We first run BookNLP on the full-text for each volume in the corpus. After collecting the basic information of the major characters, we then further divided each volume into 5 sections of equal length (without breaking sentences) to see the evolution of power in the story.
We employ the lexicon of power frames curated by Sap et al. 2 to determine the power score for each of the major characters. We normalized the power scores by dividing the score by the total number of verbs where the character is involved. The final power score we obtain is a value from -1 to 1, with 1 indicating high power status, and -1 indicating low power status.

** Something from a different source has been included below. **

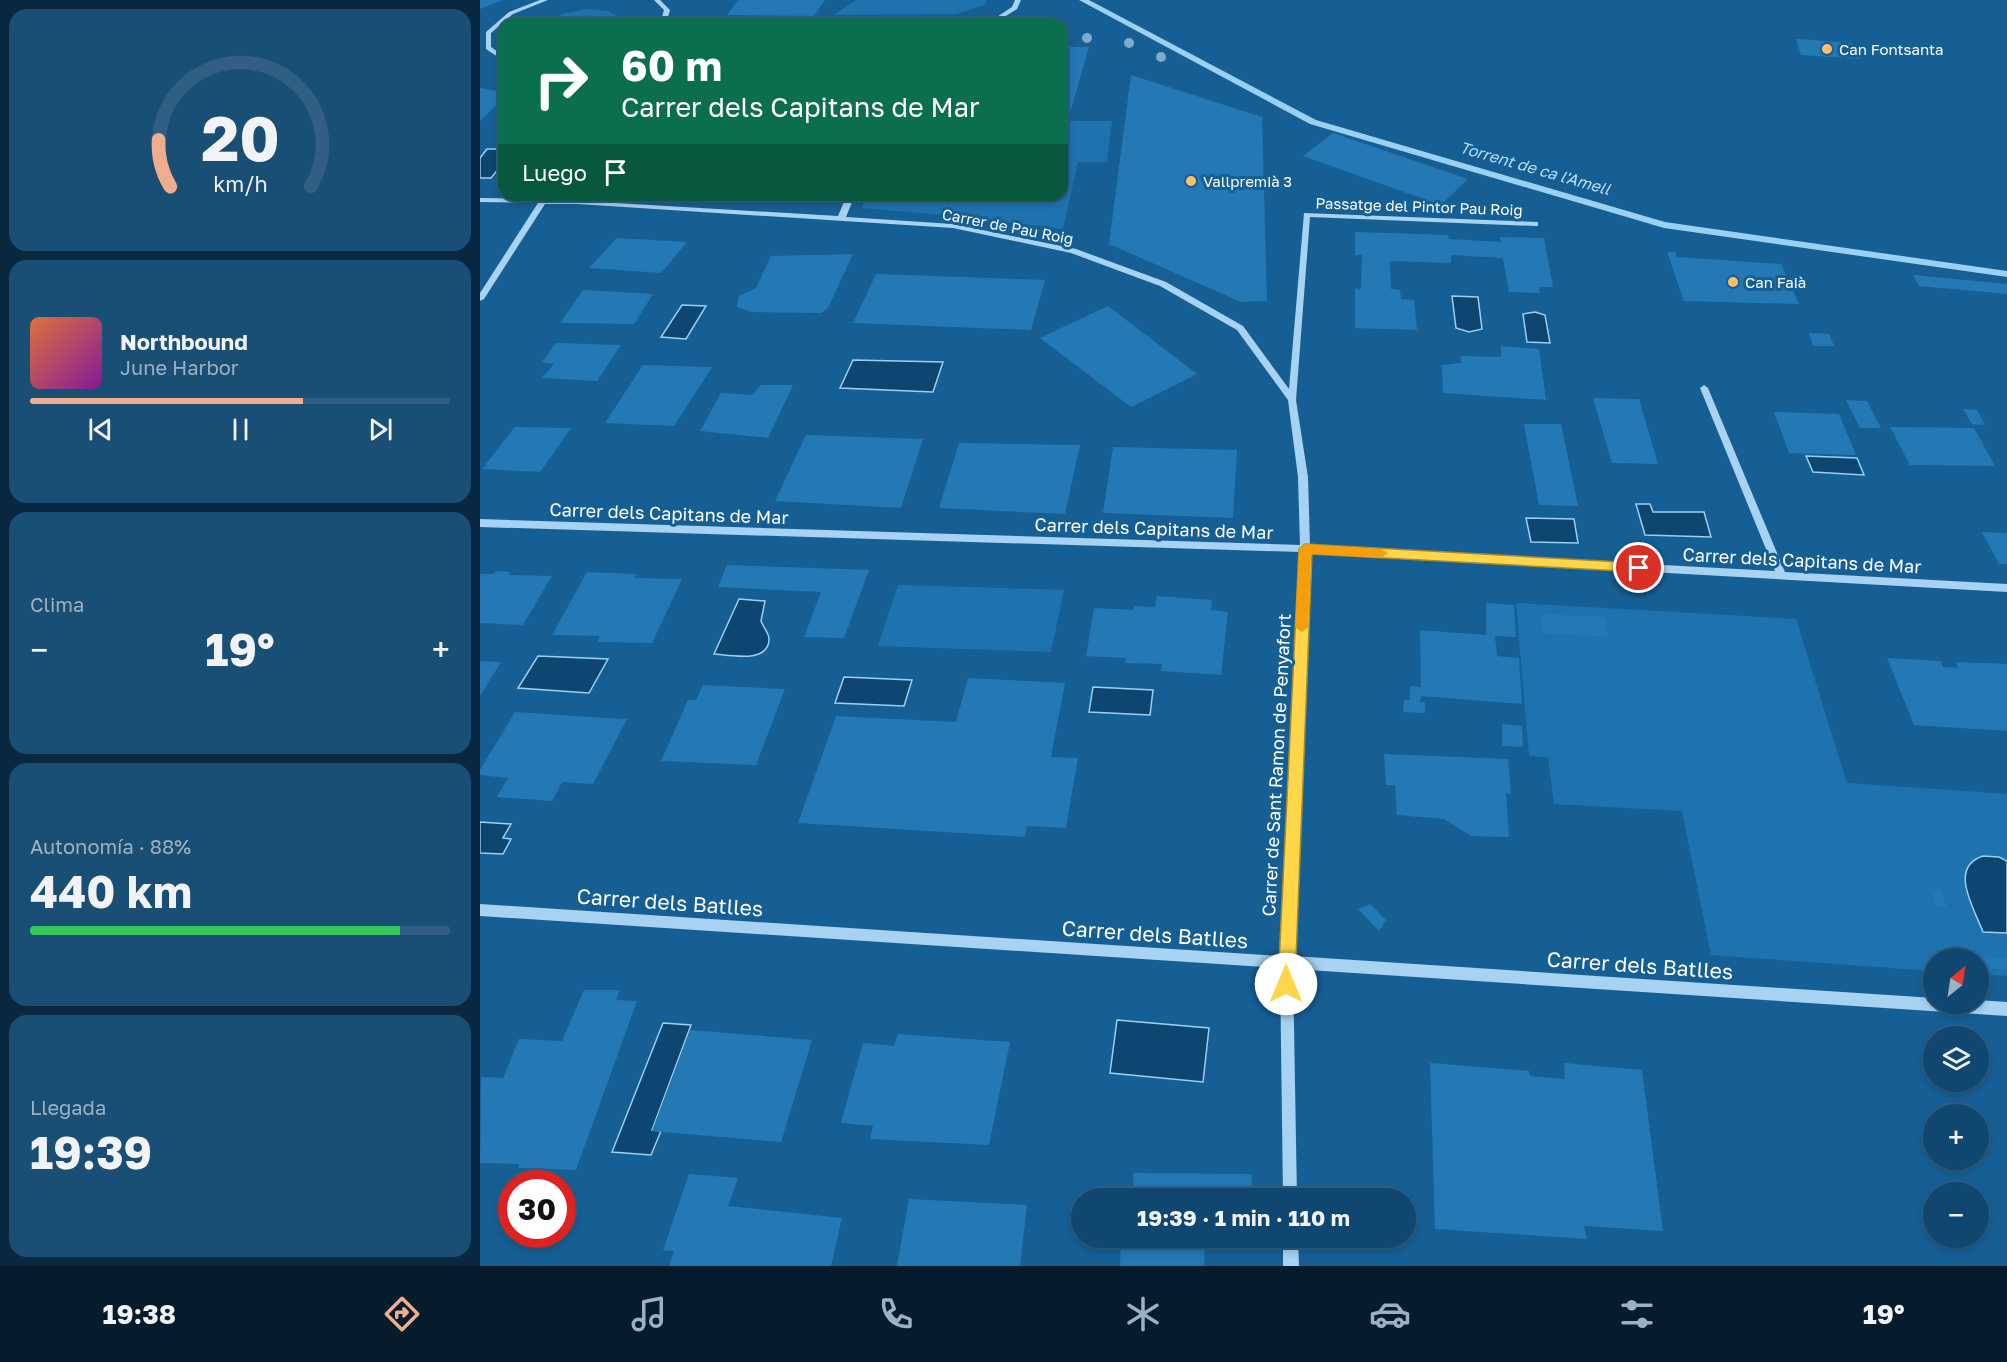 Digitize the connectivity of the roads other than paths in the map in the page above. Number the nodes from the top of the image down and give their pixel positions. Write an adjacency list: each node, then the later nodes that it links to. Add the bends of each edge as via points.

The notebook doing the scraping from Baka-Tsuki is in lightnovel_scraping.ipynb
The notebook implementing the method on the corpus is in lightnovel_implementation_new.ipynb
The notebook lemmatizing the power frame is in Preparing_agency_power_lemma_csv.ipynb
The notebook describing the corpus, and conducting the visualizations and analysis of power scores is in lightnovel_analysis_new.ipynb
The notebook conducting other analysis (modifiers and possessions) is in lightnovel_other_analysis.ipynb
The notebook validating the power frames method is in lightnovel_validation.ipynb
The dictionary containing information about the series is in all_dict.pickle
The csv of total token counts and unique token counts for each volume is in token_count.csv
The csv of the final information about the characters (name, gender, novel series, volume, genre, power in 5 parts) are stored in output_1025.csv
Footnotes
-
D. Bamman, T. Underwood, N. A. Smith, A bayesian mixed effects model of literary character, in: Proceedings of the 52nd Annual Meeting of the Association for Computational Linguistics (Volume 1: Long Papers), 2014, pp. 370–379. ↩
-
M. Sap, M. C. Prasettio, A. Holtzman, H. Rashkin, Y. Choi, Connotation frames of power and agency in modern films, in: Proceedings of the 2017 conference on empirical methods in natural language processing, 2017, pp. 2329–2334. ↩